First present it as a Common Market, then gradually, over the years and treaty by treaty create the core constitutions that would eventually be the Government of Europe.
The recent release of Cabinet papers show both Harold MacMillan and his European Minister, Edward Heath, were more than aware of the grand plan. Indeed, so fearful were they of possible repercussions, in 1961, the Cabinet formally agreed it must not be revealed to the British public. In Macmillan’s words, “to admit the political objectives of the Rome treaty would raise problems of public relations so great they should be kept under wraps. It was vital to emphasise only the economic advantages of British entry”. We are all now aware of the result of this betrayal.

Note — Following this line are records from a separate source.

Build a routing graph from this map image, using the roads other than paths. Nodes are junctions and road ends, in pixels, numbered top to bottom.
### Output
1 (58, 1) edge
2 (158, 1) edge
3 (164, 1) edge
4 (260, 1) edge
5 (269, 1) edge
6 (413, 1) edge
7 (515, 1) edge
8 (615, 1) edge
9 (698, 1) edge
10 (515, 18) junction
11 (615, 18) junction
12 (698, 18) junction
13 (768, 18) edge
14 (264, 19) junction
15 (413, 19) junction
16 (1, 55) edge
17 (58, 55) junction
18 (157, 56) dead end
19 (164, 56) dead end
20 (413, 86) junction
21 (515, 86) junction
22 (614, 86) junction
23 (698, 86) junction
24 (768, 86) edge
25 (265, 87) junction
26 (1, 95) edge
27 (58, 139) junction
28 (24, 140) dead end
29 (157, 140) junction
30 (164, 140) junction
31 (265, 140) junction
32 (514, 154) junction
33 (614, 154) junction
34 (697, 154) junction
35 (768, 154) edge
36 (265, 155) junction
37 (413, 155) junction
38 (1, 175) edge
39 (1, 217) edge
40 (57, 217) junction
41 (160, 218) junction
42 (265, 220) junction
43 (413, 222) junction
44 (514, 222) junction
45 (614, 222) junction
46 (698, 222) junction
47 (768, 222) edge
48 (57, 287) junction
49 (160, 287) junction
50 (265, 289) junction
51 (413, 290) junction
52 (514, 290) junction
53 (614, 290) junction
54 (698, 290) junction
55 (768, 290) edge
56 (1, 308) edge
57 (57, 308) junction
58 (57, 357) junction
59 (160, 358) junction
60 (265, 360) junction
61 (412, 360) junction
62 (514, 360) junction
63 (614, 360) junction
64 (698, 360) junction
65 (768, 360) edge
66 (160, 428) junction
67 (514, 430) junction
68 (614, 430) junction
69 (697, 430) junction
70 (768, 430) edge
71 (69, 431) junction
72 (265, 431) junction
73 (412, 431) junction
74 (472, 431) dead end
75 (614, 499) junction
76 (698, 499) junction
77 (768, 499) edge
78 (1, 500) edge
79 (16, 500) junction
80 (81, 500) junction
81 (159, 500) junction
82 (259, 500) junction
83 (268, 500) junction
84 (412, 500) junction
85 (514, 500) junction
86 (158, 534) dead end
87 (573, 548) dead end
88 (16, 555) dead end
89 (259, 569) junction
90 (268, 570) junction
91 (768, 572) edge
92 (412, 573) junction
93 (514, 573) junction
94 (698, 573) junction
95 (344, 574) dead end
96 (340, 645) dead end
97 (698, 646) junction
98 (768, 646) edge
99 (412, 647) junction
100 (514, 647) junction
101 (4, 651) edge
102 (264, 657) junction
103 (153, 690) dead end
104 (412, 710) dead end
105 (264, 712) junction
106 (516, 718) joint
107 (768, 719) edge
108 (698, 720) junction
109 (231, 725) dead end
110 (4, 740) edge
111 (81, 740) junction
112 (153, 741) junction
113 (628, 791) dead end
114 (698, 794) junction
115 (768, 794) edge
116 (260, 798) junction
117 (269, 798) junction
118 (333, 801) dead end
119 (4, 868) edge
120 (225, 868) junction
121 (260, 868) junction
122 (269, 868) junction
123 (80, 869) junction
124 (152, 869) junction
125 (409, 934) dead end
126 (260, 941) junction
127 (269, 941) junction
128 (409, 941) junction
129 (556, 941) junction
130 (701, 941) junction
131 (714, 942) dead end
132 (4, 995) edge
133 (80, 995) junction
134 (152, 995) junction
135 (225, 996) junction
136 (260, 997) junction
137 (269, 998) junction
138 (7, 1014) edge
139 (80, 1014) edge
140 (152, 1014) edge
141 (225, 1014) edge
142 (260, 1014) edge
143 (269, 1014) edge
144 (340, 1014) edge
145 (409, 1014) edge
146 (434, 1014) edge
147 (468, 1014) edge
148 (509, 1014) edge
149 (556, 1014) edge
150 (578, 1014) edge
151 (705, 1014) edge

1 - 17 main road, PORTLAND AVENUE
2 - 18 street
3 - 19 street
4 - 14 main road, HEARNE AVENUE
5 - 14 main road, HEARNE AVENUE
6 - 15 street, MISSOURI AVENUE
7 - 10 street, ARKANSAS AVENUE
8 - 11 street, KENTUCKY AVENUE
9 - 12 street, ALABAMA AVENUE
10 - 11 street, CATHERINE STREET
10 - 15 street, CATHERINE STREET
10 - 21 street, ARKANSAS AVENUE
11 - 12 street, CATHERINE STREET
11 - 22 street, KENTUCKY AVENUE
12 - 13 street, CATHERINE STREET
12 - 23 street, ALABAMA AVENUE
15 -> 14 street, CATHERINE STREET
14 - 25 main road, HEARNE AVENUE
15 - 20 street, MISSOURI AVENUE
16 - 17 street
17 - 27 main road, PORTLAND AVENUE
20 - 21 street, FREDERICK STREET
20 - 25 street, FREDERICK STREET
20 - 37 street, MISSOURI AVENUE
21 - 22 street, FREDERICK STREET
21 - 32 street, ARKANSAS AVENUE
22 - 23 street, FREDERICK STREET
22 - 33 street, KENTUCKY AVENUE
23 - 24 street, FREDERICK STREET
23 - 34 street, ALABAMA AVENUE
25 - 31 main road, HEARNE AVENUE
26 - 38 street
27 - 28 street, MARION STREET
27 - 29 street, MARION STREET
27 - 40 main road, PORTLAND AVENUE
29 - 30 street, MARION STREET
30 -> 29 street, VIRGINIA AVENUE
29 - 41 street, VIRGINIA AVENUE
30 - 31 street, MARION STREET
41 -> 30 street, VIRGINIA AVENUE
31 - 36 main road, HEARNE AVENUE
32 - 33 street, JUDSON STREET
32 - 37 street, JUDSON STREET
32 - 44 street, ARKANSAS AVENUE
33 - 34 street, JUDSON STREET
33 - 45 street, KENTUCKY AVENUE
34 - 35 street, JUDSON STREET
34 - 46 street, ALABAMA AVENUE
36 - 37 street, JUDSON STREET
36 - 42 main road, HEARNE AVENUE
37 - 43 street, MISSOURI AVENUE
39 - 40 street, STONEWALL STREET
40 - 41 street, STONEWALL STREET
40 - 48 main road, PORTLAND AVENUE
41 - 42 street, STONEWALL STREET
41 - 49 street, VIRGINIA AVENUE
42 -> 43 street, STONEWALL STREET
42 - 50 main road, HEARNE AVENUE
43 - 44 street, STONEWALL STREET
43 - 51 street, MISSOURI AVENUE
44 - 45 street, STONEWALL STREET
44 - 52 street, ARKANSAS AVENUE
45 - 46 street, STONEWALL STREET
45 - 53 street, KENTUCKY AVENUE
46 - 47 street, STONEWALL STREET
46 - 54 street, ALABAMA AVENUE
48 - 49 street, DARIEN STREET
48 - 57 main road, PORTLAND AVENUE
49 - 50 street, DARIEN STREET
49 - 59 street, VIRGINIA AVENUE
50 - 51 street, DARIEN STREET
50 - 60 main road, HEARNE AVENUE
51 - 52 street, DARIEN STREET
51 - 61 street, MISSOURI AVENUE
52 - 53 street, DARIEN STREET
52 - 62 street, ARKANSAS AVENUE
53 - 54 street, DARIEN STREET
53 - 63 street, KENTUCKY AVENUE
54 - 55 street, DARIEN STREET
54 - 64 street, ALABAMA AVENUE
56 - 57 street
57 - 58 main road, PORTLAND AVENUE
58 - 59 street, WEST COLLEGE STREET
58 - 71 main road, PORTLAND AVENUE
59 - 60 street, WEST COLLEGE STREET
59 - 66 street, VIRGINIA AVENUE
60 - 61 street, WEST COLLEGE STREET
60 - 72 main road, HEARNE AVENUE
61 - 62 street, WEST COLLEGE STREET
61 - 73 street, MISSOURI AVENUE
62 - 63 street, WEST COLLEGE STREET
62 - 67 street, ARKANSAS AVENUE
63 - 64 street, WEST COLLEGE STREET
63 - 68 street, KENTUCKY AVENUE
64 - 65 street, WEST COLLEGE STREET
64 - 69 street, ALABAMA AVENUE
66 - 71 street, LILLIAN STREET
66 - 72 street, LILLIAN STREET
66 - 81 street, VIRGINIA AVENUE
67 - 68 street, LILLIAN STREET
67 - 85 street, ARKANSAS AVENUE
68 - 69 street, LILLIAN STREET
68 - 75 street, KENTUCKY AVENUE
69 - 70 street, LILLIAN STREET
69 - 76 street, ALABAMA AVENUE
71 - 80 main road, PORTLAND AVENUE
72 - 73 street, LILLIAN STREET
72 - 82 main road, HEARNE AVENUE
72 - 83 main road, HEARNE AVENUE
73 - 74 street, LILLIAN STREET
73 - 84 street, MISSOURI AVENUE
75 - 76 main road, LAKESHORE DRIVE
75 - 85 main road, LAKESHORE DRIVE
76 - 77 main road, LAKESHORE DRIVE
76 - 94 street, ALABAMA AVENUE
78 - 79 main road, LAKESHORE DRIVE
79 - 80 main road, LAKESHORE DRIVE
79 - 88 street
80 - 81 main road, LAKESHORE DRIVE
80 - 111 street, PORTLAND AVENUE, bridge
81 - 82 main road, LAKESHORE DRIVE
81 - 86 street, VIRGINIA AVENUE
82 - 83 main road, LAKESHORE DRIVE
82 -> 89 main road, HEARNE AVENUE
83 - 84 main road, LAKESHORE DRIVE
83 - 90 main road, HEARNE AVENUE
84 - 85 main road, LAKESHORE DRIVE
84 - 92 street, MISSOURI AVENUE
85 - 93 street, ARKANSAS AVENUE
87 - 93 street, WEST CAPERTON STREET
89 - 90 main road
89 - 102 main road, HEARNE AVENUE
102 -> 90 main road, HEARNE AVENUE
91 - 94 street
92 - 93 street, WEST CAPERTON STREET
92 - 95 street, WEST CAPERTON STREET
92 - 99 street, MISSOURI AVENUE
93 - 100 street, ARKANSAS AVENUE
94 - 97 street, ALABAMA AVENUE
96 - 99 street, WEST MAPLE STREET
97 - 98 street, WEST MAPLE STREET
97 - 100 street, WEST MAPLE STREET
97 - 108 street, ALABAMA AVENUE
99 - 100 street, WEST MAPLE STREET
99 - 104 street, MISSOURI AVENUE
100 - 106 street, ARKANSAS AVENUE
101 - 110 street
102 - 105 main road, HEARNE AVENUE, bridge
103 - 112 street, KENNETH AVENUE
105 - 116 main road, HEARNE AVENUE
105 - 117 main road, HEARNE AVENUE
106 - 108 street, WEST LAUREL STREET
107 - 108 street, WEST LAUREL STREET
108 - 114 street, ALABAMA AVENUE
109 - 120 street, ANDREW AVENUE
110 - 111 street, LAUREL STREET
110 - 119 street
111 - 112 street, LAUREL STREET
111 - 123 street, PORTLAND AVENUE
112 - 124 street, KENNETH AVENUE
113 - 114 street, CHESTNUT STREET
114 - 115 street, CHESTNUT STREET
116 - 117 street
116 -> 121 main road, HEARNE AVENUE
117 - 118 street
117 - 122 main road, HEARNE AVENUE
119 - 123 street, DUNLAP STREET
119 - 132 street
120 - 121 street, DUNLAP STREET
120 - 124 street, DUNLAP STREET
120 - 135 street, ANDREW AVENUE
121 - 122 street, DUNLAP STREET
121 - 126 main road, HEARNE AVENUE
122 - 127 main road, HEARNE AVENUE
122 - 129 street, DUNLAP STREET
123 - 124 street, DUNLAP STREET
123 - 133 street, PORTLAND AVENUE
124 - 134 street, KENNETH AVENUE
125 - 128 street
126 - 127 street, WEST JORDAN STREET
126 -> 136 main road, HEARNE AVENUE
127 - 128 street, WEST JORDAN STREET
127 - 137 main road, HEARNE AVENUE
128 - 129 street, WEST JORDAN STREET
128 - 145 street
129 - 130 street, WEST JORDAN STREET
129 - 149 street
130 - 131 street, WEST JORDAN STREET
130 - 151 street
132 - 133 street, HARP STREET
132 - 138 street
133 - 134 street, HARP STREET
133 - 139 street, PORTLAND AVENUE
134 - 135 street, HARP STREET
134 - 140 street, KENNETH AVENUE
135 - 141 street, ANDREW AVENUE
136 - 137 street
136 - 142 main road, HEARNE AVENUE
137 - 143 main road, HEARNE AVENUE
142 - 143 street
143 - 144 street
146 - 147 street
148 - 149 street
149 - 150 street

Slowly but surely many of our long-held and hard-fought freedoms have been eroded. Our judicial system is now in the hands of a motley collection of foreign judges, and despite what our politicians would have us believe, we are now governed not from Westminster but Brussels. Now, as the result of various Prime Ministers trotting around the world blithely signing This Treaty or agreeing to That Act, a whole coop full of chickens has come home to roost.
In Spain, Italy, and Greece, the single currency (Euro) is at the root of the problems they are having, while nearer home, our membership of the EU means that from January, 2014, our doors will be thrown open to 29 million residents of Romania and Bulgaria.
From newspaper reports it is apparent the government do not appear to have any plans to cope with the thousands who are expected to flock here.